I tried the suggestion from this post Neo4jError: Could not perform discovery. No routing servers available but it didn't fix the issue.

To give more details about the setup, I'm using an Ingress LB that forwards requests to a new service I created:

apiVersion: v1
kind: Service
metadata:
  name: neo4j-external-access
  labels:
    app.kubernetes.io/managed-by: {{ .Release.Service | quote }}
    app.kubernetes.io/instance: {{ .Release.Name | quote }}
    helm.sh/chart: "{{ .Chart.Name }}-{{ .Chart.Version }}"
    app.kubernetes.io/name: {{ template "neo4j.name" . }}
    app.kubernetes.io/component: core
spec:
  type: ClusterIP
  ports:
    - name: http
      port: 7474
      targetPort: 7474
    - name: bolt
      port: 7687
      targetPort: 7687
  selector:
    app.kubernetes.io/name: {{ template "neo4j.name" . }}
    app.kubernetes.io/instance: {{ .Release.Name | quote }}
    app.kubernetes.io/component: core

and the Ingress is as follows

  - host: browser.domain.app
    http:
      paths:
      - backend:
          serviceName: neo4j-external-access
          servicePort: 7474tcp
  - host: bolt.domain.app
    http:
      paths:
      - backend:
          serviceName: neo4j-external-access
          servicePort: 7687tcp

Finally, I'm using the following JS code (I use neo4j-driver v4.0.1) to connect to the bolt server:

    const driver = neo4j.driver(
      'neo4j://bolt.domain.app:443',
      neo4j.auth.basic('neo4j', 'password'),
      config
    );
 

I tested the connection using the browser explorer and I still got the same error.

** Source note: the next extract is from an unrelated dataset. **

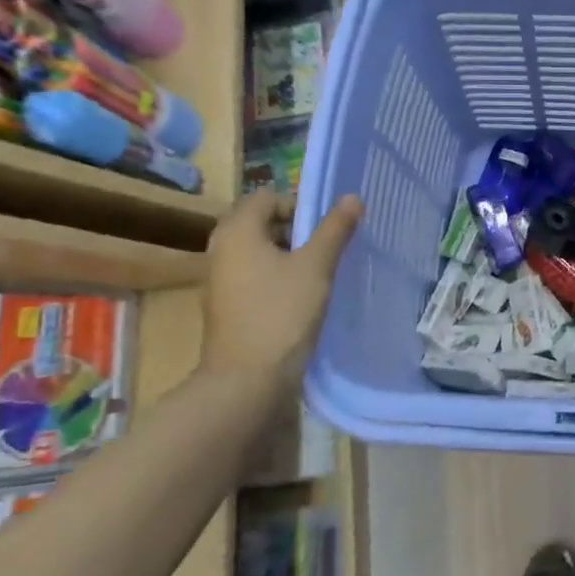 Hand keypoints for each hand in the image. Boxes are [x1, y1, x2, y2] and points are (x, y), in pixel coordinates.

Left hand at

The only way I could connect was using bolt:// instead of neo4j://.

I searched for this issue, I've read this article https://medium.com/neo4j/neo4j-considerations-in-orchestration-environments-584db747dca5, as well, but I can't find a solution.

Update

I had some progress which I want to share with you.

I ended up setting a unique bolt_advertised_address for each of the pods. I did that by updating the statefulSet manifest in the neo4j helm chart like this:

SET_INDEX=${HOSTNAME##*-}
export NEO4J_dbms_connector_bolt_advertised__address="bolt-$SET_INDEX.domain.app:443"

I also updated the ingress settings so it includes the above addresses.

I finally managed to the browser explorer using neo4j://bolt-0.domain.app:443.

However, I still get the same error when I'm trying to connect via the neo4j-driver.

Cheers,
Pavlos

The "considerations in orchestration environments" article talks a lot about what I think you're running into here.

When you use a client to connect to neo4j 4 using the neo4j:// scheme, then it will try to "cluster route" queries by default. The way this actually works is that the client gets a "routing table" from the server. The server responds with what cluster members are there, and what their roles in the cluster are (leader, follower, etc). You can check this manually by using browser and calling CALL dbms.cluster.overview();. (This isn't exactly what the driver does but for our purposes here it's very close and shows you similar information)

A key thing here is those bolt advertised addresses and what comes back in the response to that cluster overview call. The driver figures out who exists in the cluster, and then routes queries. When you're inside of kubernetes, it's very easy to advertise an address that isn't externally routable. This is generally the cause of the errors you're seeing.

Without seeing the specifics of your neo4j pod configuration, it's hard to tell. But that's where I'd look. Use browser, CALL dbms.cluster.overview() and pay particular attention to the addresses it reports back for the cluster members. If those addresses aren't routable to your external to kubernetes client, then the client (using the neo4j://server connection scheme) has no chance to do the right thing.

HTH

Hi David,

Thank you for the prompt response.

There are a few things mentioned that are not very obvious for someone who doesn't exactly know the internal working of the cluster setup.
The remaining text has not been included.